You should review all the advantages and disadvantages of consolidation student loans, comparing the cost of repayment of all the student loans with the cost of repaying a single Consolidate Student Loan, before choosing the consolidation student loan options.
- Student Loan Consolidation centralize your payments: you just pay to one single financial institution.
- You have an extended repayment period, between 10 and 30 years depending on the total amount borrowed.
- Your bank or other financial institution should offer you a phased repayment plan taking your income into account so that you can still face your monthly payments and have a good credit qualification as a borrower.
- You can reduce your monthly repayment amount, extending the repayment period.
- The resulting interest rate will usually be lower than that of one or more of the loans you’re consolidating.
- The interest rate for Consolidation Student Loans is fixed (for Federal Direct Loans and Federal Family Education Loans) during the repayment period and will never rise higher than 8.25 %.
- Because the interest rate is fixed, students (or their parents) can’t benefit from future interest rate falls.
- The interest charges of your loan may increase a lot during the loan’s life if you take a long time to repay it.
- There are no fees for consolidation.
- Consolidation loans can’t be undone once they are approved, because the loans consolidated have been repaid in full to the respective creditors and have ceased to exist. Now, you will have only the new loan.
Loans with overdue or unfulfilled repayments may still be considered for consolidation if a satisfactory repayment plan has been agreed with the bank or other creditor.
Married couples may also consolidate their student loan debts together if they agree to repay the consolidation loan regardless of how much each of them individually owed beforehand. If they change their marital status in the future, that will not change their debt situation.

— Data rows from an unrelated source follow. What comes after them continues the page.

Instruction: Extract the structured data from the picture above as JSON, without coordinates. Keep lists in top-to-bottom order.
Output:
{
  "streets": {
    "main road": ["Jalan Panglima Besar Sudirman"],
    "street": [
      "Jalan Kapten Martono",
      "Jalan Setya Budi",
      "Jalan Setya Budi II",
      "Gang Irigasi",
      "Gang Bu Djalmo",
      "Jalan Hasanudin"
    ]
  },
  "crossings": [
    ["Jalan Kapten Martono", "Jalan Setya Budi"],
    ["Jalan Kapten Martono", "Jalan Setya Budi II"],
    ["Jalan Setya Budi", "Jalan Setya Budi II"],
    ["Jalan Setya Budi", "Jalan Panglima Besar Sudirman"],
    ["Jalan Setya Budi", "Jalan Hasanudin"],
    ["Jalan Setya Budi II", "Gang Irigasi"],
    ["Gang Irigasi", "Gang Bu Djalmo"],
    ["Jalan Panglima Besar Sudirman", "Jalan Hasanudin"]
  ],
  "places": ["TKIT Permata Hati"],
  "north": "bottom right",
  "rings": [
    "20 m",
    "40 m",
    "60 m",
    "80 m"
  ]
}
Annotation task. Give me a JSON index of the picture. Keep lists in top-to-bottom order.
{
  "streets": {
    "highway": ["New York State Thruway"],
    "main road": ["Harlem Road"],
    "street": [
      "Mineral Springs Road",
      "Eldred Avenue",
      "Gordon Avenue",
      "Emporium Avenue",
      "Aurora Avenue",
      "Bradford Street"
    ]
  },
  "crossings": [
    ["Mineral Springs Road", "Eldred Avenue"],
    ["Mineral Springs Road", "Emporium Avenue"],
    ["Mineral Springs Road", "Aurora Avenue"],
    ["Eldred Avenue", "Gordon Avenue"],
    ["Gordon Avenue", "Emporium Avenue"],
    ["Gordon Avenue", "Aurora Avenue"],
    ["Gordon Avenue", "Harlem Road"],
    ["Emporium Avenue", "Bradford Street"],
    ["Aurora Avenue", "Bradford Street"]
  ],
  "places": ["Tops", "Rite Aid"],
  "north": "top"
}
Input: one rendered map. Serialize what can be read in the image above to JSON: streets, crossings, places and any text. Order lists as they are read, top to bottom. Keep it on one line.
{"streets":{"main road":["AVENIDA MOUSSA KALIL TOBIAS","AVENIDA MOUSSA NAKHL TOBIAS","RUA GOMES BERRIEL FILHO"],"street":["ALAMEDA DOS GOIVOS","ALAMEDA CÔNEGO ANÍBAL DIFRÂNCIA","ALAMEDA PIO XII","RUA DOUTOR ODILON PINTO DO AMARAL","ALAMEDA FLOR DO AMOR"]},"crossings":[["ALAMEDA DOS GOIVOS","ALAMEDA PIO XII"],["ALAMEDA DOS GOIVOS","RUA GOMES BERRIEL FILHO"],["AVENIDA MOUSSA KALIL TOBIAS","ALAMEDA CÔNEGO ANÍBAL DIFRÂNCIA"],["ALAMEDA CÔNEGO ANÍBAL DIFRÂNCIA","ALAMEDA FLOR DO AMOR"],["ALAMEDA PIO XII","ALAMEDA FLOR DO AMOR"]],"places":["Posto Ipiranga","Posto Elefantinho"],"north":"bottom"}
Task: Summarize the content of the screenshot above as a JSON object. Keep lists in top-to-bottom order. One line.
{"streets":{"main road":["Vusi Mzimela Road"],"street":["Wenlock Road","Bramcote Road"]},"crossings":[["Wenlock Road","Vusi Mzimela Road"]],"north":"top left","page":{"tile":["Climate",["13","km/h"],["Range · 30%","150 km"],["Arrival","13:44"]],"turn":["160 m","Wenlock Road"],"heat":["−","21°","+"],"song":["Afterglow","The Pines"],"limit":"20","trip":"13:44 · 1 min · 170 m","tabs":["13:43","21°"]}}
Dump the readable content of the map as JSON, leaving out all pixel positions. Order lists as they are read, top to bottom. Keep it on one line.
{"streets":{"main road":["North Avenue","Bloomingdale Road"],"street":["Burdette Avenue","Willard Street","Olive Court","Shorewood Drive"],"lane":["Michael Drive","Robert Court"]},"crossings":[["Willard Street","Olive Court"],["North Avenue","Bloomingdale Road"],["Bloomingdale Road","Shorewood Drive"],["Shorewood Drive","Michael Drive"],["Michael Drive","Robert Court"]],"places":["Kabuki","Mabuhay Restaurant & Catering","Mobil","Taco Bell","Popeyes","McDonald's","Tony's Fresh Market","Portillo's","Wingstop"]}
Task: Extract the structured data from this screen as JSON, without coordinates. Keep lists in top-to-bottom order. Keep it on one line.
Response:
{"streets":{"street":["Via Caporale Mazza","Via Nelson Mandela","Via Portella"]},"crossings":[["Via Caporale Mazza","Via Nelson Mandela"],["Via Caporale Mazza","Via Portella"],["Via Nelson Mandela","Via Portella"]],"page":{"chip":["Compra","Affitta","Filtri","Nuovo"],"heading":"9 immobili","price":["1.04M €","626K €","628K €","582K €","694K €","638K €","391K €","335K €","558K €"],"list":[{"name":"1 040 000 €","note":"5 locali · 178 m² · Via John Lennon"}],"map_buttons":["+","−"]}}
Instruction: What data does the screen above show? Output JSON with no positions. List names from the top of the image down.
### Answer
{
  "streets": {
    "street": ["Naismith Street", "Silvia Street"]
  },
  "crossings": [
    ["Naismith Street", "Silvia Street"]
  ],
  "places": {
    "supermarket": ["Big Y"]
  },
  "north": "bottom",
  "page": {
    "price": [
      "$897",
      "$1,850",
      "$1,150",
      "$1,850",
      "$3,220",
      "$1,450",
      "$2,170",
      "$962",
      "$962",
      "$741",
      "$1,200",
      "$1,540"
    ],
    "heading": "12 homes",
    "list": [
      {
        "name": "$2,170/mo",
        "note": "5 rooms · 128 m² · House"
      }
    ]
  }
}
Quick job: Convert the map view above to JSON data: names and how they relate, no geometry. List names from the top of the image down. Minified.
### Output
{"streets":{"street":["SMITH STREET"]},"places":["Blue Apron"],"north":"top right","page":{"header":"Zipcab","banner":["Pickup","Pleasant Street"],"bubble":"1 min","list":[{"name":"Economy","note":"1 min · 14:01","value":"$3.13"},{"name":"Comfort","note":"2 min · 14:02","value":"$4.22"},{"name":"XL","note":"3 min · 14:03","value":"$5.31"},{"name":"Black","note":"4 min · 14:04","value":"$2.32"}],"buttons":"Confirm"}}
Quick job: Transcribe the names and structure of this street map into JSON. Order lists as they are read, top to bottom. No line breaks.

Loans that may be consolidated
Student Loans from the following programs are eligible for Consolidation Process
- Federal Family Education Loan Program (FFELP): Stafford, PLUS, SLS (Suplemental Loan for Students) and consolidation loans thereof.
- Federal Direct Loan Program (FDLP): Stafford, PLUS and consolidation loans thereof.
- Federal Perkins Loan.
- Federally Insurance Student loan debt (FISL).
- Health Professions Student Loans (HPSL), including Loans for Disadvantaged Students.
- Nursing Loan Program (NSL).
- Health Education Assistance Loans (HEAL).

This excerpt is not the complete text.